Screenwriter James Vanderbilt, who also later penned The Amazing Spider-Man, was hired to write a script which was subsequently rewritten by David Lindsay-Abaire (who would go on to write Raimi’s Oz The Great and Powerful) and then again by Gary Ross (who previously worked with Tobey Maguire on Pleasantville and Seabiscuit). The film was given a May 6, 2011 release date and it was revealed at the tail end of 2009 that John Malkovich was in talks to play The Vulture, a character Raimi originally tried to have in Spider-Man 3, along with Anne Hathaway as Felicia Hardy, aka Black Cat. Things began to tumble after this as Raimi lost confidence in the project and eventually parted ways, setting the stage for the reboot.
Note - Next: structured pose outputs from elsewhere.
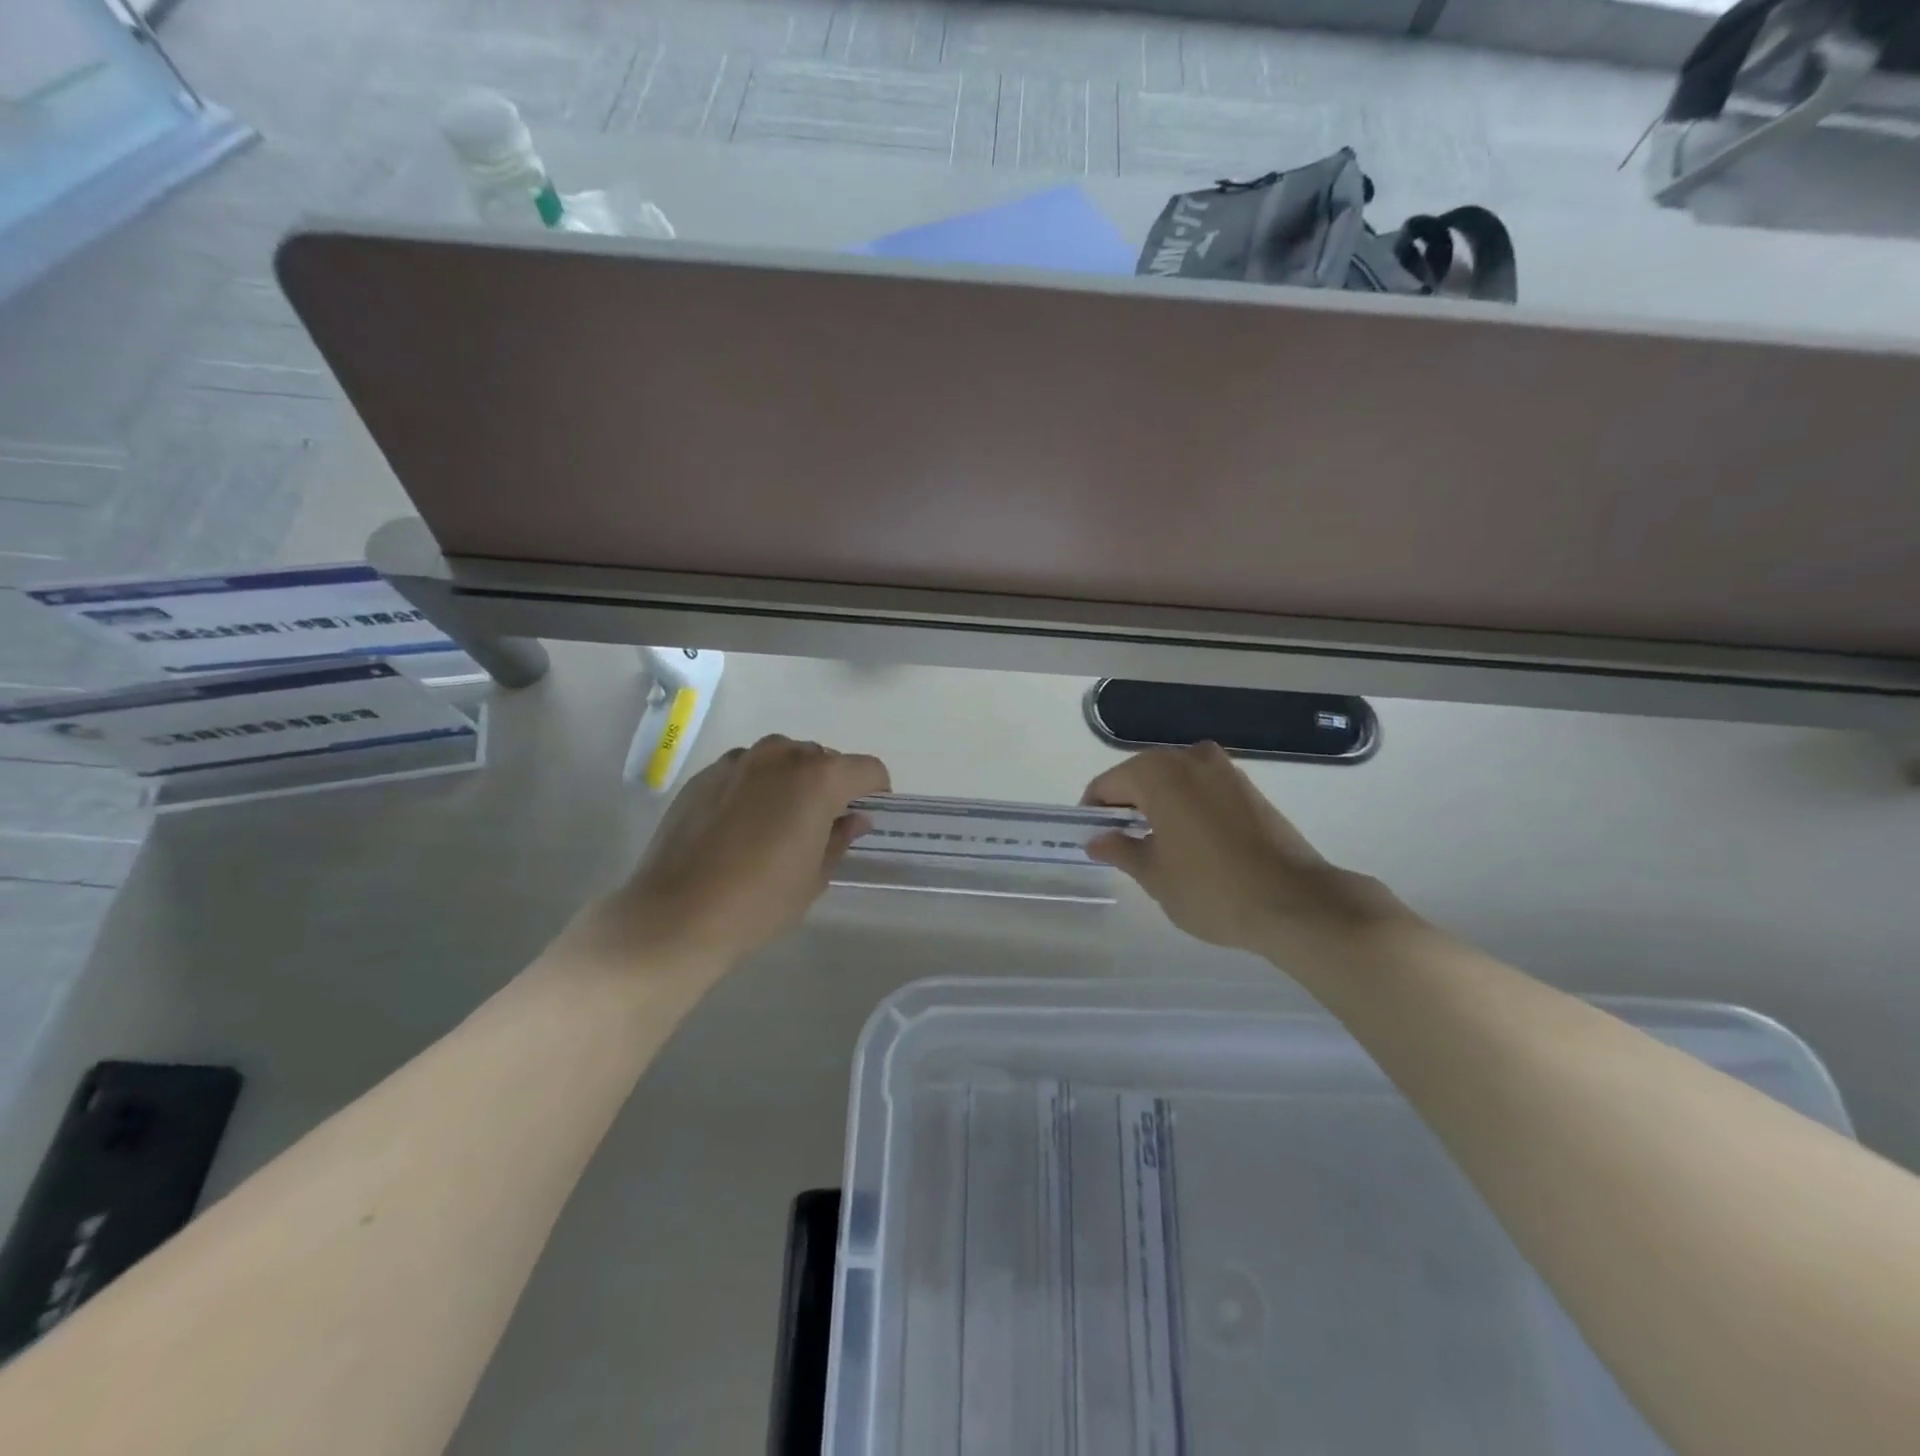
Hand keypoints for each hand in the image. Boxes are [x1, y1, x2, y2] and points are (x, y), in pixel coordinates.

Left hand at [582, 735, 890, 972]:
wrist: (676, 916)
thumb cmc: (760, 901)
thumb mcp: (815, 876)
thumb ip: (840, 837)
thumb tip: (853, 819)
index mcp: (817, 778)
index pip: (867, 769)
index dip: (875, 791)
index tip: (867, 816)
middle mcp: (780, 756)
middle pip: (822, 758)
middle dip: (831, 784)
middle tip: (821, 824)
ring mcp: (737, 762)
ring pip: (781, 758)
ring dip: (792, 779)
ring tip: (779, 820)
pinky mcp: (704, 775)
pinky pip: (745, 769)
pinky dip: (755, 786)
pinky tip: (740, 825)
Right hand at [1083, 743, 1414, 963]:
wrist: (1296, 903)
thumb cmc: (1211, 889)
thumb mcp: (1154, 875)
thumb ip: (1120, 850)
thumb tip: (1097, 839)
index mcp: (1158, 773)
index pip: (1108, 784)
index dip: (1094, 811)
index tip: (1093, 839)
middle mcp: (1190, 759)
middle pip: (1142, 776)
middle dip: (1127, 805)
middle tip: (1120, 844)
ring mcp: (1225, 771)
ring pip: (1175, 781)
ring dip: (1158, 804)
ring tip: (1156, 845)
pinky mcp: (1250, 789)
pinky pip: (1203, 789)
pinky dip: (1188, 807)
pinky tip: (1191, 842)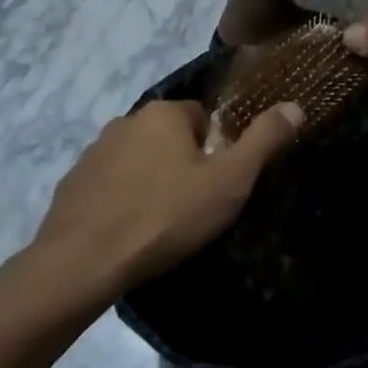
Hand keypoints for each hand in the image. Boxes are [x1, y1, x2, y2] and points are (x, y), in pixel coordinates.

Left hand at [35, 99, 302, 294]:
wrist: (83, 262)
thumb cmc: (166, 216)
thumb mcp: (229, 182)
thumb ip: (264, 141)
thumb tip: (295, 105)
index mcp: (163, 113)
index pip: (202, 118)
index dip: (216, 151)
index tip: (217, 186)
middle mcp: (126, 120)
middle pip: (169, 137)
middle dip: (183, 165)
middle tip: (192, 207)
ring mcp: (93, 151)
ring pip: (138, 159)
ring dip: (151, 181)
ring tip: (159, 223)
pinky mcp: (72, 183)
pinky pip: (109, 184)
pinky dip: (121, 199)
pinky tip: (127, 231)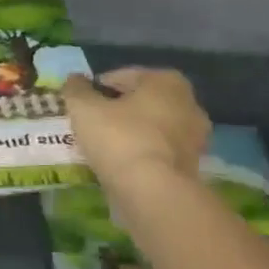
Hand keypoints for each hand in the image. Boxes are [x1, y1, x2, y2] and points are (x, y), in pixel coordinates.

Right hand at [63, 67, 209, 189]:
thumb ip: (76, 89)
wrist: (153, 192)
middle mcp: (188, 103)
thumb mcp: (84, 108)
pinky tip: (118, 163)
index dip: (96, 88)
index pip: (121, 76)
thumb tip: (74, 80)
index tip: (80, 104)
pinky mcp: (192, 166)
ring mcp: (194, 137)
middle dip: (116, 110)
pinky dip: (139, 153)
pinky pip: (157, 151)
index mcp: (166, 81)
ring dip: (129, 132)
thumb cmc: (119, 138)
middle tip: (90, 123)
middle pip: (140, 101)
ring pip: (150, 127)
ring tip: (101, 145)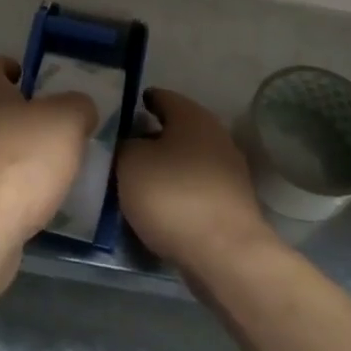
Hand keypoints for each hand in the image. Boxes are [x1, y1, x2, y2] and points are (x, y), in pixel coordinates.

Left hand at [0, 54, 97, 269]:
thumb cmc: (20, 162)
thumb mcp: (65, 122)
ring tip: (47, 169)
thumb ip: (77, 107)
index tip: (25, 77)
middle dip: (16, 115)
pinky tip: (31, 202)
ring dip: (12, 153)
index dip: (3, 65)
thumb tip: (78, 108)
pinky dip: (7, 187)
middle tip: (51, 127)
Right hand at [117, 88, 272, 271]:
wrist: (225, 254)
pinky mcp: (233, 203)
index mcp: (192, 116)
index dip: (138, 103)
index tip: (117, 115)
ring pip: (187, 160)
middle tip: (121, 150)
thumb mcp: (129, 162)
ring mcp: (229, 171)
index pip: (161, 96)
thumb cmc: (173, 196)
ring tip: (136, 181)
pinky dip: (178, 192)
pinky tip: (159, 206)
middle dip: (150, 137)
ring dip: (164, 167)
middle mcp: (216, 135)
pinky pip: (196, 188)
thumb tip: (130, 143)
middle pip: (176, 129)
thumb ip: (124, 144)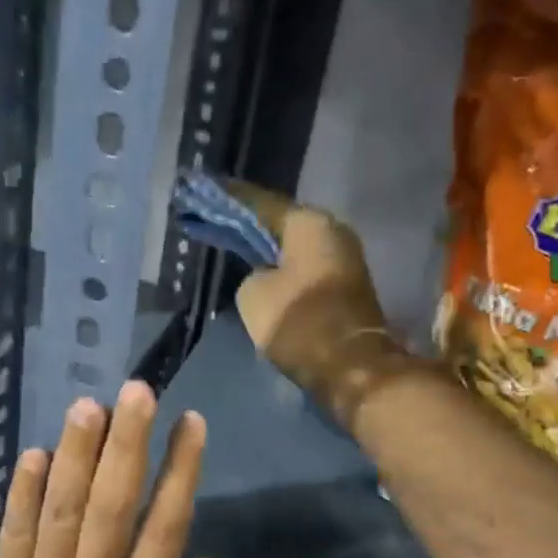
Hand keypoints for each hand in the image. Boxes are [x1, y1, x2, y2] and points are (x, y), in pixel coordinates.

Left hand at [0, 381, 222, 557]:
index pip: (163, 529)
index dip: (179, 472)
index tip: (191, 421)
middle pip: (109, 508)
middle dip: (126, 445)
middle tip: (137, 390)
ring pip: (59, 512)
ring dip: (74, 456)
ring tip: (88, 406)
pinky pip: (12, 535)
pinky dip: (20, 493)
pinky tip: (34, 452)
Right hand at [227, 181, 408, 424]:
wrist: (350, 367)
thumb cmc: (299, 322)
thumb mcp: (253, 294)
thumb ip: (251, 273)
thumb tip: (264, 274)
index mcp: (309, 223)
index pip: (261, 203)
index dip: (231, 199)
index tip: (207, 190)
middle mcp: (332, 231)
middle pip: (282, 223)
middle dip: (251, 225)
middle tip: (219, 221)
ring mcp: (344, 259)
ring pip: (294, 247)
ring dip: (268, 249)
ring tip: (237, 247)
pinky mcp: (346, 287)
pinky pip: (305, 267)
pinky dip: (284, 268)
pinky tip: (263, 272)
“It really was the most amicable and undramatic of breakups,” Raimi recalled to Vulture in 2013. “It was simply that we had a deadline and I couldn’t get the story to work on a level that I wanted it to work. I was very unhappy with Spider-Man 3, and I wanted to make Spider-Man 4 to end on a very high note, the best Spider-Man of them all. But I couldn’t get the script together in time, due to my own failings, and I said to Sony, ‘I don’t want to make a movie that is less than great, so I think we shouldn’t make this picture. Go ahead with your reboot, which you’ve been planning anyway.’”

Before Raimi’s departure and the collapse of the project, Sony had “quietly” hired Vanderbilt to pen not only Spider-Man 5, but also a Spider-Man 6. What foes the webslinger may have faced in those films remains a mystery.